Nascent transcript analysis of glucocorticoid crosstalk with TNF defines primary and cooperative inflammatory repression
By
Sarah K. Sasse,
Margaret Gruca,
Mary A. Allen,
Vineela Kadiyala,
Tengyao Song,
Fabienne Gally,
Arnav Gupta,
Miles A. Pufall,
Robin D. Dowell,
Anthony N. Gerber
Posted 18 Jan 2019
bioRxiv DOI: 10.1101/524975
(published DOI: 10.1101/gr.248187.119)
The glucocorticoid receptor (GR) binds to specific DNA sequences and directly induces transcription of anti-inflammatory genes that contribute to cytokine repression, frequently in cooperation with NF-kB. Whether inflammatory repression also occurs through local interactions between GR and inflammatory gene regulatory elements remains controversial. Here, using Global Run-on Sequencing (GRO-seq) in human airway epithelial cells, we show that glucocorticoid signaling represses transcription within 10 minutes.

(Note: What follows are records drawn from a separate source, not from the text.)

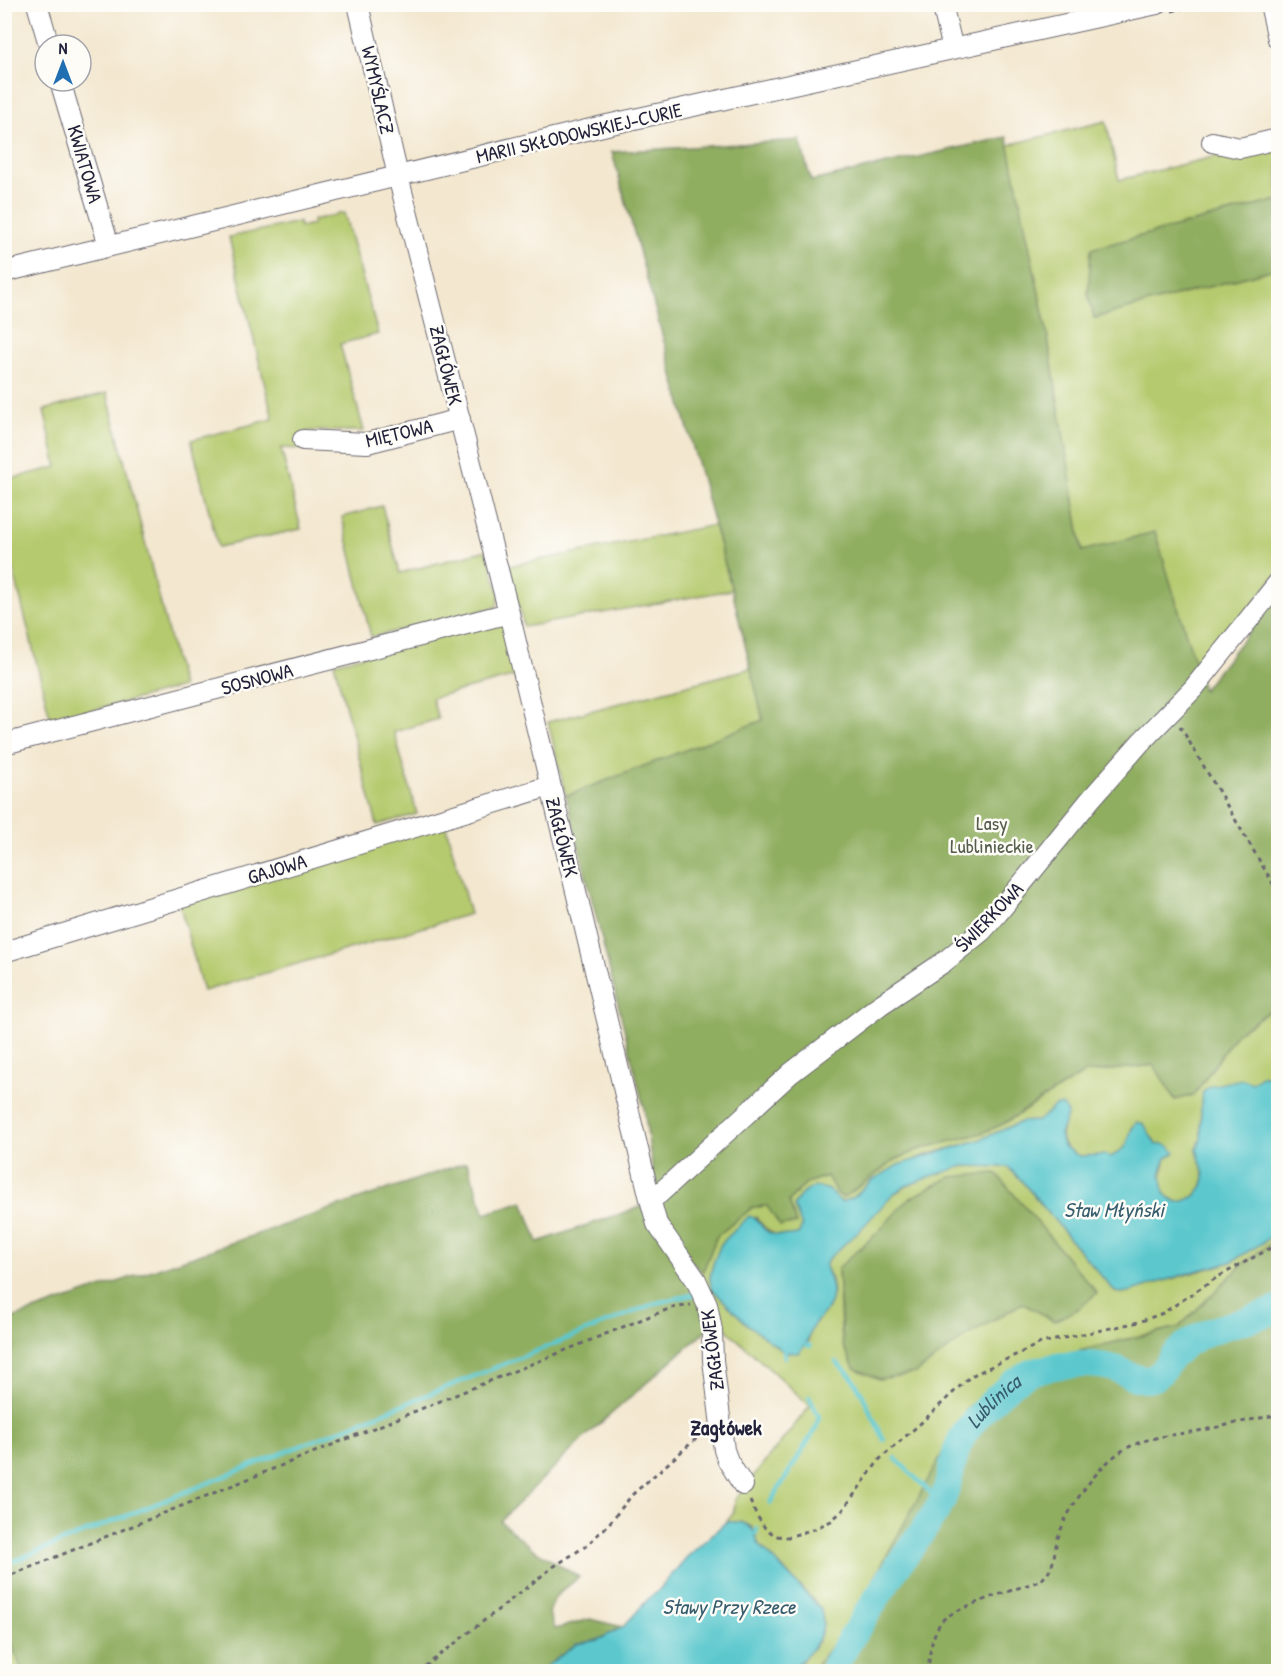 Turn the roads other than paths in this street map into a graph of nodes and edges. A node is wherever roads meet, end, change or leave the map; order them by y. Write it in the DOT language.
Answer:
graph roads {
  1 [pos="37,4"];
  2 [pos="358,4"];
  3 [pos="942,4"];
  4 [pos="1157,4"];
  5 [pos="1270,4"];
  6 [pos="46,33"];
  7 [pos="1278,39"];
  8 [pos="953,49"];
  9 [pos="64,93"];
  10 [pos="1278,139"];
  11 [pos="1212,142"];
  12 [pos="398,176"];
  13 [pos="109,246"];
  14 [pos="4,272"];
  15 [pos="460,419"];
  16 [pos="303,440"];
  17 [pos="1278,583"];
  18 [pos="509,613"];
  19 [pos="4,744"];
  20 [pos="550,786"];
  21 [pos="4,952"];
  22 [pos="650,1199"];
  23 [pos="743,1485"];
  1 -- 6 [label="street"];
  2 -- 12 [label="street, WYMYŚLACZ"];
  3 -- 8 [label="street"];
  4 -- 8 [label="street, MARII SKŁODOWSKIEJ-CURIE"];
  5 -- 7 [label="street"];
  8 -- 12 [label="street, MARII SKŁODOWSKIEJ-CURIE"];
  9 -- 13 [label="street, KWIATOWA"];
  10 -- 11 [label="street"];
  12 -- 13 [label="street, MARII SKŁODOWSKIEJ-CURIE"];
  12 -- 15 [label="street, ZAGŁÓWEK"];
  13 -- 14 [label="street, MARII SKŁODOWSKIEJ-CURIE"];
  15 -- 16 [label="street, MIĘTOWA"];
  15 -- 18 [label="street, ZAGŁÓWEK"];
  17 -- 22 [label="street, ŚWIERKOWA"];
  18 -- 19 [label="street, SOSNOWA"];
  18 -- 20 [label="street, ZAGŁÓWEK"];
  20 -- 21 [label="street, GAJOWA"];
  20 -- 22 [label="street, ZAGŁÓWEK"];
  22 -- 23 [label="street, ZAGŁÓWEK"];
} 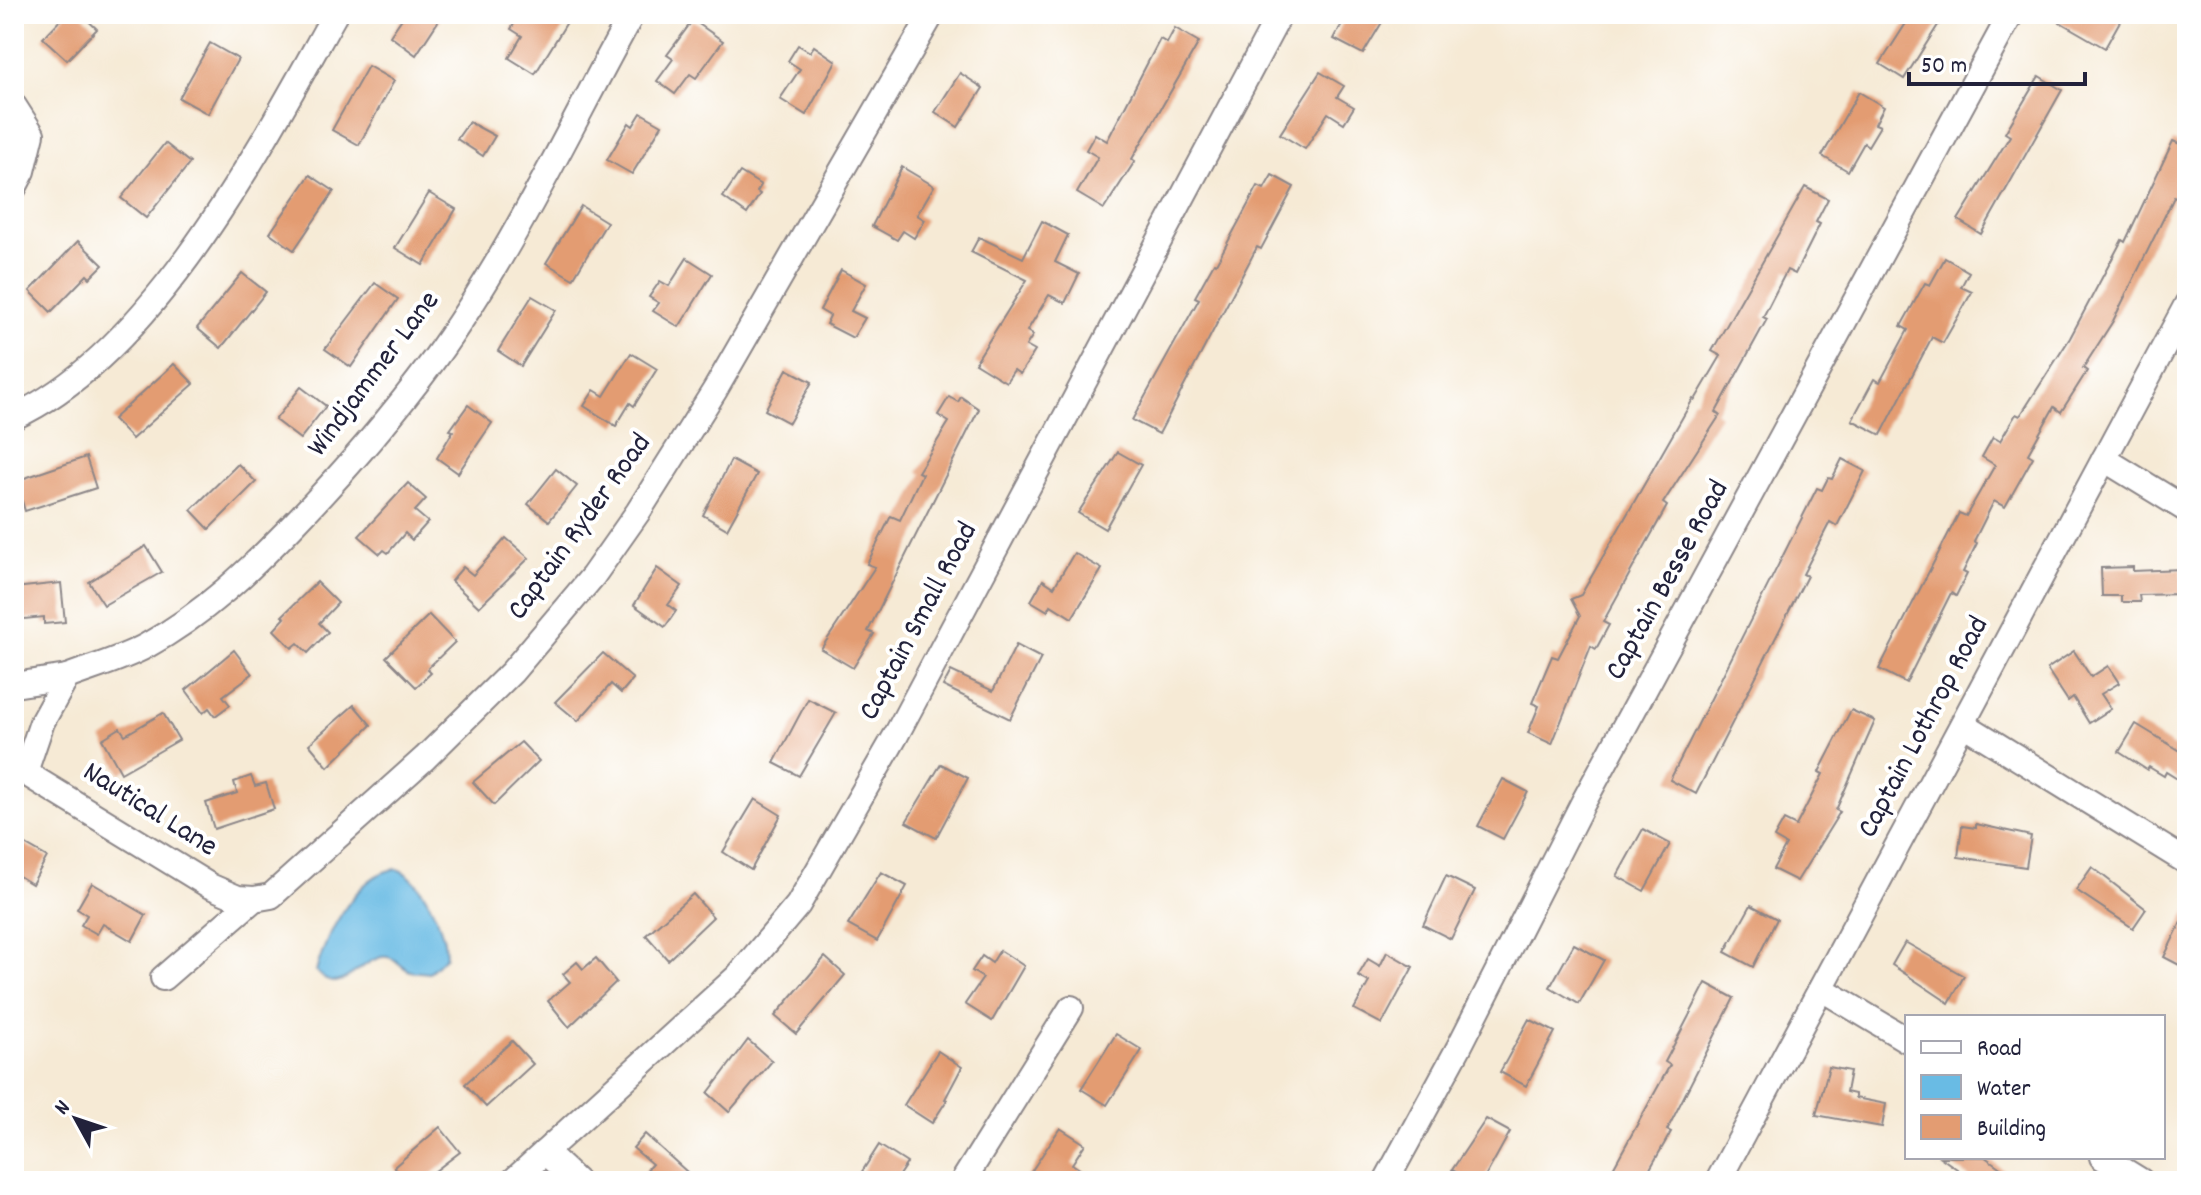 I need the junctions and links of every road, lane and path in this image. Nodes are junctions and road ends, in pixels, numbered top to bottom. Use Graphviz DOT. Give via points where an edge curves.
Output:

Many repressed regulatory regions reside within 'hyper-ChIPable' genomic regions that are subject to non-specific interactions with some antibodies. When this was accounted for, we determined that transcriptional repression occurs without local GR occupancy. Instead, widespread transcriptional induction through canonical GR binding sites is associated with reciprocal repression of distal TNF-regulated enhancers through a chromatin-dependent process, as evidenced by chromatin accessibility and enhancer-reporter assays. Simultaneously, transcriptional induction of key anti-inflammatory effectors is decoupled from primary repression through cooperation between GR and NF-kB at a subset of regulatory regions. Thus, glucocorticoids exert bimodal restraints on inflammation characterized by rapid primary transcriptional repression without local GR occupancy and secondary anti-inflammatory effects resulting from transcriptional cooperation between GR and NF-kB.